Among the entries below, find the lines with the word "Strumykowa" and return them.

Collected data entries
*** Begin section ***
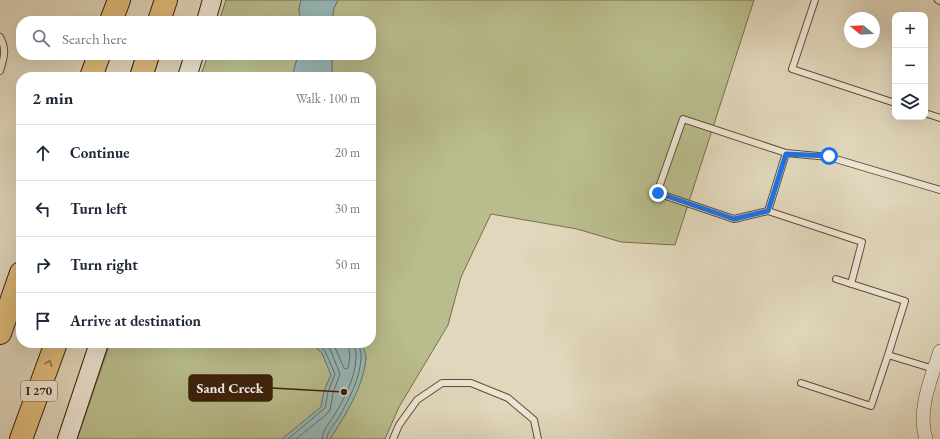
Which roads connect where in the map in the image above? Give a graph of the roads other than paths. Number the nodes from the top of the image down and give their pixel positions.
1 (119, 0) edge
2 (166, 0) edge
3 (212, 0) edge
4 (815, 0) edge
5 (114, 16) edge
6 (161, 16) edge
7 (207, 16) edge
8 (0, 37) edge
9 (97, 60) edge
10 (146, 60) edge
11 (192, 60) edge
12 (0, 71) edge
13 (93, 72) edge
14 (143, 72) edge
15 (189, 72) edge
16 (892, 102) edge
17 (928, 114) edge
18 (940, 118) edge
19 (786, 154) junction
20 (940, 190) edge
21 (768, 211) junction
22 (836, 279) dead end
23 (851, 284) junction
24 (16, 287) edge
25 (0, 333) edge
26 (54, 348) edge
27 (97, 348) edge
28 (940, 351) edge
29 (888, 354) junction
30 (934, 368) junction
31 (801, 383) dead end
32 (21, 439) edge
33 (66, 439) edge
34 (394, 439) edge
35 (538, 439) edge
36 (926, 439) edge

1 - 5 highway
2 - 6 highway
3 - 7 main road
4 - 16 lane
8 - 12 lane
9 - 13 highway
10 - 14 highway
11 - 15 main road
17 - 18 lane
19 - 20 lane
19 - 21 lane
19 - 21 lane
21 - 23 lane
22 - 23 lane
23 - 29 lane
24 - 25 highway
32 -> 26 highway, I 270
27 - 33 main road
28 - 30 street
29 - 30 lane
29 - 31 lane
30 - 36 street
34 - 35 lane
*** End section ***
*** Begin section ***
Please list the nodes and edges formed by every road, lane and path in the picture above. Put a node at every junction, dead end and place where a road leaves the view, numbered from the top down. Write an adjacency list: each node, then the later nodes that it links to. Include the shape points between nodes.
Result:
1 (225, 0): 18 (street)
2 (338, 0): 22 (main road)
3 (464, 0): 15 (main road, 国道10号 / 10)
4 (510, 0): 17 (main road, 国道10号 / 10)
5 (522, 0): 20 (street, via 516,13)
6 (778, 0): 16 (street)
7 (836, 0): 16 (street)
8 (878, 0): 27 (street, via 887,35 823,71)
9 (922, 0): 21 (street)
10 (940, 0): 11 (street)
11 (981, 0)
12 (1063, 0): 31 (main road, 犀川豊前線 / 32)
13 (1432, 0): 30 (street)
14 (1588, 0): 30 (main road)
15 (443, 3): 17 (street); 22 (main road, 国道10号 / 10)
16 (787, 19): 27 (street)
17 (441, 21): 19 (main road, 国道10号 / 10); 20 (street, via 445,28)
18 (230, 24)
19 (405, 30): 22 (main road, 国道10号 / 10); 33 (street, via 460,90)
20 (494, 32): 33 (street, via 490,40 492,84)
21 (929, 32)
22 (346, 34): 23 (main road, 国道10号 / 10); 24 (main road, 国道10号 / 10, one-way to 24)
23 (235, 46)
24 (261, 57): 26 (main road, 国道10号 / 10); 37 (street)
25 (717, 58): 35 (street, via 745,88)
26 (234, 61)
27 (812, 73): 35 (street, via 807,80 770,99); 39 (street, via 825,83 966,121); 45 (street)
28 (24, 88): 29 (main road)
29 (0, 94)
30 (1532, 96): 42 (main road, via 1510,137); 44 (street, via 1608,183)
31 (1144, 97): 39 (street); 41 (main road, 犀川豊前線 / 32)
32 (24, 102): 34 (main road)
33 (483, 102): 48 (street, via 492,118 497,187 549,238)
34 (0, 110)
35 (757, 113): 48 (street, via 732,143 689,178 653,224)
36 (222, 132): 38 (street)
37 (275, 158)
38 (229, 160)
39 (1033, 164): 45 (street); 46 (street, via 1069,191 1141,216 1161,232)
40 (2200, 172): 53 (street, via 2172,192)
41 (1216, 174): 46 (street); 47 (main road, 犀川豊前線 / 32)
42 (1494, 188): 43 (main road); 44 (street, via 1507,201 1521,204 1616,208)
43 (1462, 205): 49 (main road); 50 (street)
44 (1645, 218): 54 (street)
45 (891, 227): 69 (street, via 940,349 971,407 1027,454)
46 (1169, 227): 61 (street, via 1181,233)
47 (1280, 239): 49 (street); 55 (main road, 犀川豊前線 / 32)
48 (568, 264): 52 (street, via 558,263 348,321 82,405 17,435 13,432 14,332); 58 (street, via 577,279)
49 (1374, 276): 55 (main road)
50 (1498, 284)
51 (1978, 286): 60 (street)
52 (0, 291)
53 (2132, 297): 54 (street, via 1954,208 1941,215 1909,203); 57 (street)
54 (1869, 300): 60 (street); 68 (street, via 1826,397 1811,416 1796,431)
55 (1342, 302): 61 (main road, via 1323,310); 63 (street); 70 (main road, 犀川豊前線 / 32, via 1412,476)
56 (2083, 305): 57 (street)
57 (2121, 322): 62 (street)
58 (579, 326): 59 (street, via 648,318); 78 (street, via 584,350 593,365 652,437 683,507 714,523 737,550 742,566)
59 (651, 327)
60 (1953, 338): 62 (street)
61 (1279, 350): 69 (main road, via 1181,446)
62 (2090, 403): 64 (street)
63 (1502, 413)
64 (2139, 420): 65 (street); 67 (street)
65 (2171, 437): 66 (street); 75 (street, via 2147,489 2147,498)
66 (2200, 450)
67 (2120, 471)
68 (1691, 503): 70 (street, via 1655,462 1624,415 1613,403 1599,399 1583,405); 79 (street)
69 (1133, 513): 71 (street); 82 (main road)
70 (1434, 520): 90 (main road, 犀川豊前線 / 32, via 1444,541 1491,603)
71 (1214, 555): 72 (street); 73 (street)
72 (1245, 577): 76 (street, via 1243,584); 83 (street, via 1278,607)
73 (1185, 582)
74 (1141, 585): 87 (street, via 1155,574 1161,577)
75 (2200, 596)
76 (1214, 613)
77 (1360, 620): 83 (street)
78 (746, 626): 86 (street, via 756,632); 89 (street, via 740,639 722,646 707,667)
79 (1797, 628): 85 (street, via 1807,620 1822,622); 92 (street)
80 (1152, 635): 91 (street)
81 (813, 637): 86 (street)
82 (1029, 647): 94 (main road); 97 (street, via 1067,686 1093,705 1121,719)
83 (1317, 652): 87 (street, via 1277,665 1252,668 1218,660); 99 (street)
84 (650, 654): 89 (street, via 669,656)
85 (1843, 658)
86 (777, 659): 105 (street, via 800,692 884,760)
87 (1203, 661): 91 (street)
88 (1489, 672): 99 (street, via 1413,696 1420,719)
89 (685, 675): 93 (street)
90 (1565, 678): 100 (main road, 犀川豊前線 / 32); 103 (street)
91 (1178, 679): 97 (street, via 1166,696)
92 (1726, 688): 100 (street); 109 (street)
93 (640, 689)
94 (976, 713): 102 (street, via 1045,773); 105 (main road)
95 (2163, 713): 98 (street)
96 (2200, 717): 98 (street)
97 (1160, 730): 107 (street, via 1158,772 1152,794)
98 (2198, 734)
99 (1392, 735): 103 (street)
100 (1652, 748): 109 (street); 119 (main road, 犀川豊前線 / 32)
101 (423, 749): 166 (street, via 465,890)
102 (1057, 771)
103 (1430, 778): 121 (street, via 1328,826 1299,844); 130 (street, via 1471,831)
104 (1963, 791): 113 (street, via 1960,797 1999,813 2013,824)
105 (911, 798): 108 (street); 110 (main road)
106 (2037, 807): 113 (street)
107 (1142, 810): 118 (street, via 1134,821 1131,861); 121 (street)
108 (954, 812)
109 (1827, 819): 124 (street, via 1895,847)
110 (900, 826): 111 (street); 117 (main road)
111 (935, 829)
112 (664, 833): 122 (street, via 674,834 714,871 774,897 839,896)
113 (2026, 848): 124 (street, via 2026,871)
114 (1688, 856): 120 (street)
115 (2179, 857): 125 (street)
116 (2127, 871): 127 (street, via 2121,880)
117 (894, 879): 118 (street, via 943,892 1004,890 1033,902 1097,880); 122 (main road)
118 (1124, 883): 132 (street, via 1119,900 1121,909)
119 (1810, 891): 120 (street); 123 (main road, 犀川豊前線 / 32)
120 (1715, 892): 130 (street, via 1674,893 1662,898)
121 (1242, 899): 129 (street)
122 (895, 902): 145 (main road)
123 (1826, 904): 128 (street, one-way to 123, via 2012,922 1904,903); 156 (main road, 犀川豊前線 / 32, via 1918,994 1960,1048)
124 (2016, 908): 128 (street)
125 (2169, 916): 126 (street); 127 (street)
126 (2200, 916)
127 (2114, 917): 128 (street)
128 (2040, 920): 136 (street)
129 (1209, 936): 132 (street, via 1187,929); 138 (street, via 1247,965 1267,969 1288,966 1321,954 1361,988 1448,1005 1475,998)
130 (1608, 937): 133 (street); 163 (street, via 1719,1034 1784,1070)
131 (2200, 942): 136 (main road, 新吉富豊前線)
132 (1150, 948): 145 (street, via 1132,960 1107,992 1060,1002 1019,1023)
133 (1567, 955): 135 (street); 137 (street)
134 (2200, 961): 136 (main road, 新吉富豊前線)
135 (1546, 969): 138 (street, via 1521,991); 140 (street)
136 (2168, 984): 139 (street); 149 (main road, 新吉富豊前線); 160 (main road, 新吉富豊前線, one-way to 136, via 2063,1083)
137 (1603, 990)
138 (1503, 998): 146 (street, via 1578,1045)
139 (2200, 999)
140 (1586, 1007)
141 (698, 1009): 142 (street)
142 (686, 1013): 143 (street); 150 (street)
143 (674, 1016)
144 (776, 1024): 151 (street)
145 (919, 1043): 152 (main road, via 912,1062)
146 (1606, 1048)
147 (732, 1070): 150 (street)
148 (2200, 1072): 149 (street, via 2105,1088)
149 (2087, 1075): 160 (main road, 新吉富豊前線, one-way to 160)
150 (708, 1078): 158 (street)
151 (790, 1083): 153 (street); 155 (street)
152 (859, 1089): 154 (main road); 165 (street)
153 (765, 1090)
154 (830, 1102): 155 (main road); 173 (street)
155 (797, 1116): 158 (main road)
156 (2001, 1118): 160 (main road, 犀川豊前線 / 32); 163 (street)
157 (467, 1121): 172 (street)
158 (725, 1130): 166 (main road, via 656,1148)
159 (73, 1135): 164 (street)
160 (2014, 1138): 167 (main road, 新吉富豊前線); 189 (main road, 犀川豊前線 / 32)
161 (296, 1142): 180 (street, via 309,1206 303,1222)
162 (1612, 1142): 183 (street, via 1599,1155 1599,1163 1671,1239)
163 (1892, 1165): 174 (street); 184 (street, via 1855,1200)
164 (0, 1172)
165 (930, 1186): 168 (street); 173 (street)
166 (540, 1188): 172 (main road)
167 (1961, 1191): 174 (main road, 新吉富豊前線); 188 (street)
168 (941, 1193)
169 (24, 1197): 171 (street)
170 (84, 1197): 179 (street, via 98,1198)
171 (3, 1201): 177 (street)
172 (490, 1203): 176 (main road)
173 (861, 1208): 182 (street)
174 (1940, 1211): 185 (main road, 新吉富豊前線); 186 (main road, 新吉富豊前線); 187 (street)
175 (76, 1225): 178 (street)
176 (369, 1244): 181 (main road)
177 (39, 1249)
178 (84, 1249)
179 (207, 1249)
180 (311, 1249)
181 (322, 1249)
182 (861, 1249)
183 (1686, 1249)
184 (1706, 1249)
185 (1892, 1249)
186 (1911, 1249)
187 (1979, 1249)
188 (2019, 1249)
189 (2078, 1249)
*** End section ***
*** Begin section ***
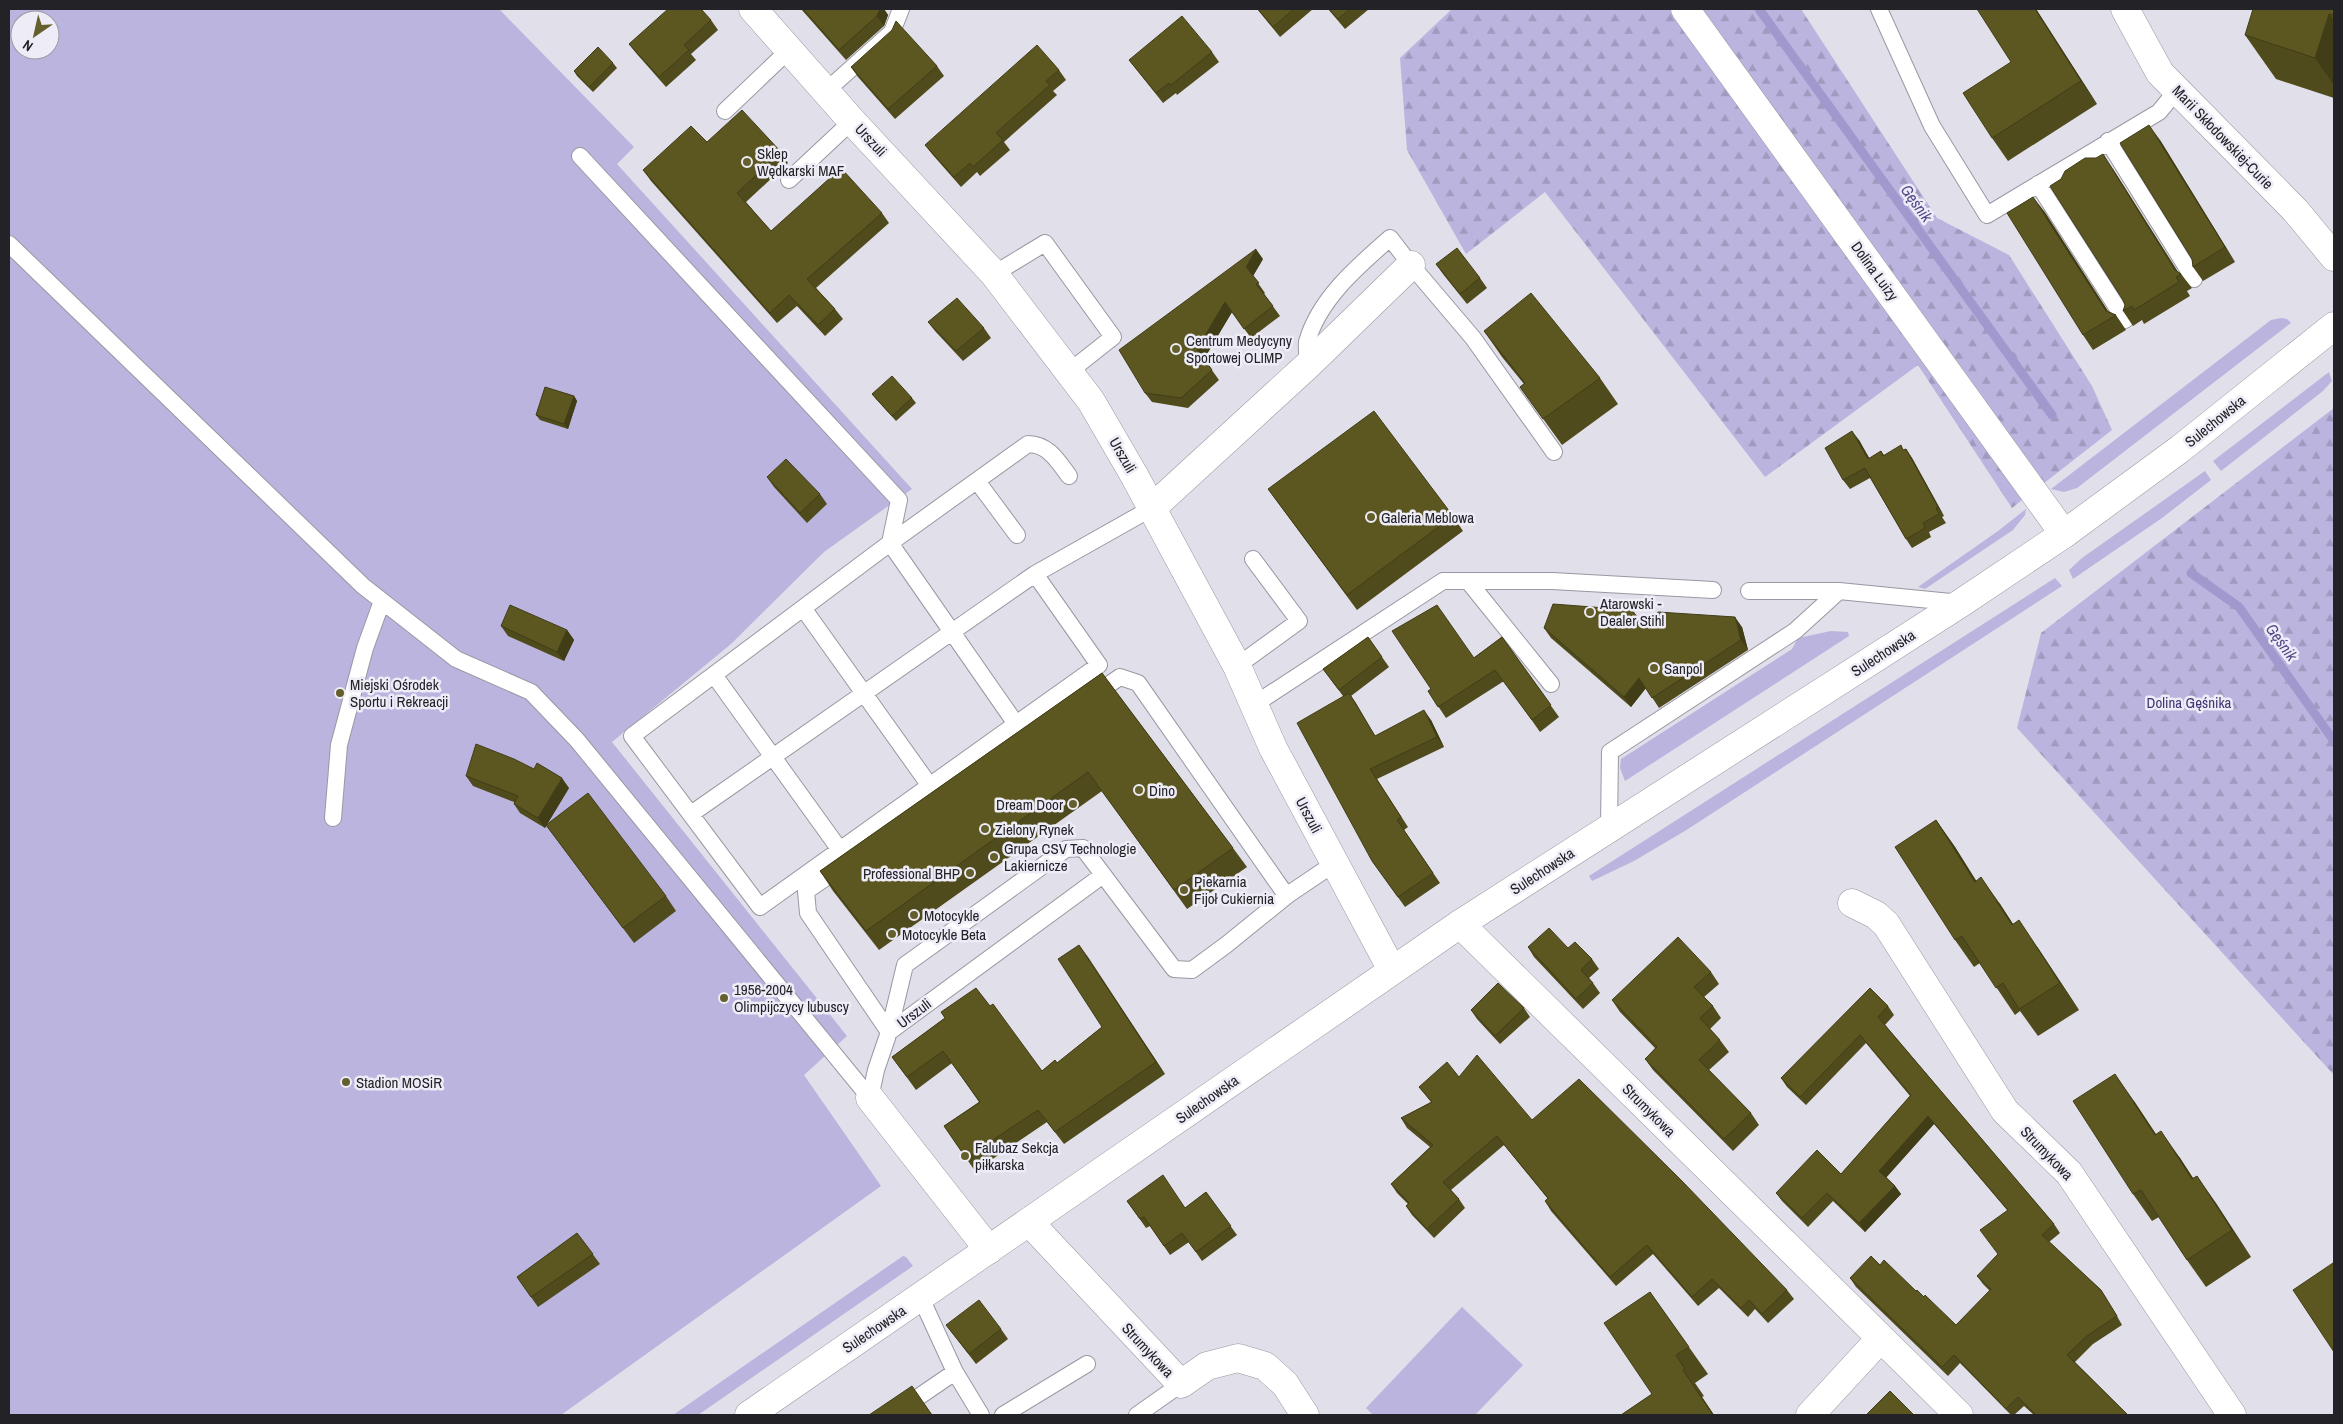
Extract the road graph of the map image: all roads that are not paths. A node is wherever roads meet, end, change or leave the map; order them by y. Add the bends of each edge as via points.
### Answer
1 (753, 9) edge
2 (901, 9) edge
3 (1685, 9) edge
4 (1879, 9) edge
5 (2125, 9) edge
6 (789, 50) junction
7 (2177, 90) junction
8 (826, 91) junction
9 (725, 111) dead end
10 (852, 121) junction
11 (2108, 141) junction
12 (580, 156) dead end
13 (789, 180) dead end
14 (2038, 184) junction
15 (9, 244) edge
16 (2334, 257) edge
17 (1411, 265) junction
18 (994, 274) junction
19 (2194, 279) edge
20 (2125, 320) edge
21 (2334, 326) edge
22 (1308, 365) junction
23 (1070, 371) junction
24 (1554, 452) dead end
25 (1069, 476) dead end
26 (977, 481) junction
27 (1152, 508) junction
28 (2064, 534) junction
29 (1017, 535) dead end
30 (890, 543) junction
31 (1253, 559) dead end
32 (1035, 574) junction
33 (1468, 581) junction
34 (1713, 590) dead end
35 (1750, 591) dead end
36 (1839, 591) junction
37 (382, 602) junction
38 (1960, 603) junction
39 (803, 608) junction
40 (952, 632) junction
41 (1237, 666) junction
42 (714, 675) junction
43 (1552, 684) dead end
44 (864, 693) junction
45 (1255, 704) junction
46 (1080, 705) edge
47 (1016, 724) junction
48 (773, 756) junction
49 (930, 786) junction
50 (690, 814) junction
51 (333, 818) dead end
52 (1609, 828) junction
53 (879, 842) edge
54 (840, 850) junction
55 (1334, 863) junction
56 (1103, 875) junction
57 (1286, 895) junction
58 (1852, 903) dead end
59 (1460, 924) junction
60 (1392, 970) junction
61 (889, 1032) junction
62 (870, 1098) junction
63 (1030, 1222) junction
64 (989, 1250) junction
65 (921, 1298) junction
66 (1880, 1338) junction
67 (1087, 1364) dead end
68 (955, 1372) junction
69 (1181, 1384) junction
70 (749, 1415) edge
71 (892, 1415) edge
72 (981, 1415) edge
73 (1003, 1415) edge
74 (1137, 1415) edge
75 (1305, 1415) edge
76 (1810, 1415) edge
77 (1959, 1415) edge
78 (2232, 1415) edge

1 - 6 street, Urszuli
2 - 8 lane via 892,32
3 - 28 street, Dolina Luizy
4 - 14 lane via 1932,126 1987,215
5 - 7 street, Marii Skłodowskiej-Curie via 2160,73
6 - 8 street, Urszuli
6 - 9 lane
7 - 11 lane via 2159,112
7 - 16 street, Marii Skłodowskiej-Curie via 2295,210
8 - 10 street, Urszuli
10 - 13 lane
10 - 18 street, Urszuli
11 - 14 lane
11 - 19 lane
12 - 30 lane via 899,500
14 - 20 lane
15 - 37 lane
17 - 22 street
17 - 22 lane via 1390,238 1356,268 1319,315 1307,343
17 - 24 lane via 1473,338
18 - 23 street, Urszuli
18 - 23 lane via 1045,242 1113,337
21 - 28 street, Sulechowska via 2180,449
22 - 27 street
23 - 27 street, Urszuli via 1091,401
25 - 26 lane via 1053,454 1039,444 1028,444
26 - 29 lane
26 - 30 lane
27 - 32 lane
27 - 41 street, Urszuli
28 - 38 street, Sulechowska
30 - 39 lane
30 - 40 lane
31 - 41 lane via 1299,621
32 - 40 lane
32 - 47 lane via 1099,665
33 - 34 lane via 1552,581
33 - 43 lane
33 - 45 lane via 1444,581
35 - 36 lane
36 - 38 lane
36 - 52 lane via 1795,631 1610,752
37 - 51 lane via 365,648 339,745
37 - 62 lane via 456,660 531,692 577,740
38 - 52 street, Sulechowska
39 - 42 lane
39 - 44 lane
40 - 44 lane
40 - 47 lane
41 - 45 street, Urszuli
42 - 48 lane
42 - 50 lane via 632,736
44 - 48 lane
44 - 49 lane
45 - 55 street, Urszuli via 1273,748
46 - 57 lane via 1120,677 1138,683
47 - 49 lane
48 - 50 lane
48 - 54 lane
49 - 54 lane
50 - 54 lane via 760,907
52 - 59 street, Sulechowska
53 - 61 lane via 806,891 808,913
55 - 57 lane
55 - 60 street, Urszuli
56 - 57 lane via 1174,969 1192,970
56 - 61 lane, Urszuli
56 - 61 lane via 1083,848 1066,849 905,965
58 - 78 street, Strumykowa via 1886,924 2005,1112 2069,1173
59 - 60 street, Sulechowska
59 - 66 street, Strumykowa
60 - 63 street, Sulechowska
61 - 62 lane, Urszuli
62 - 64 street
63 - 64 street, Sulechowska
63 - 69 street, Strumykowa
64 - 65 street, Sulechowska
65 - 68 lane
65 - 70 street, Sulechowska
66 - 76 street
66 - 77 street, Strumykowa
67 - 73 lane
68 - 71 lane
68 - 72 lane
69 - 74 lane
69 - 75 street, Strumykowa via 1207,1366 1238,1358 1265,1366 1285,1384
*** End section ***
RESULT
58 - 78 street, Strumykowa via 1886,924 2005,1112 2069,1173
59 - 66 street, Strumykowa
63 - 69 street, Strumykowa
66 - 77 street, Strumykowa
69 - 75 street, Strumykowa via 1207,1366 1238,1358 1265,1366 1285,1384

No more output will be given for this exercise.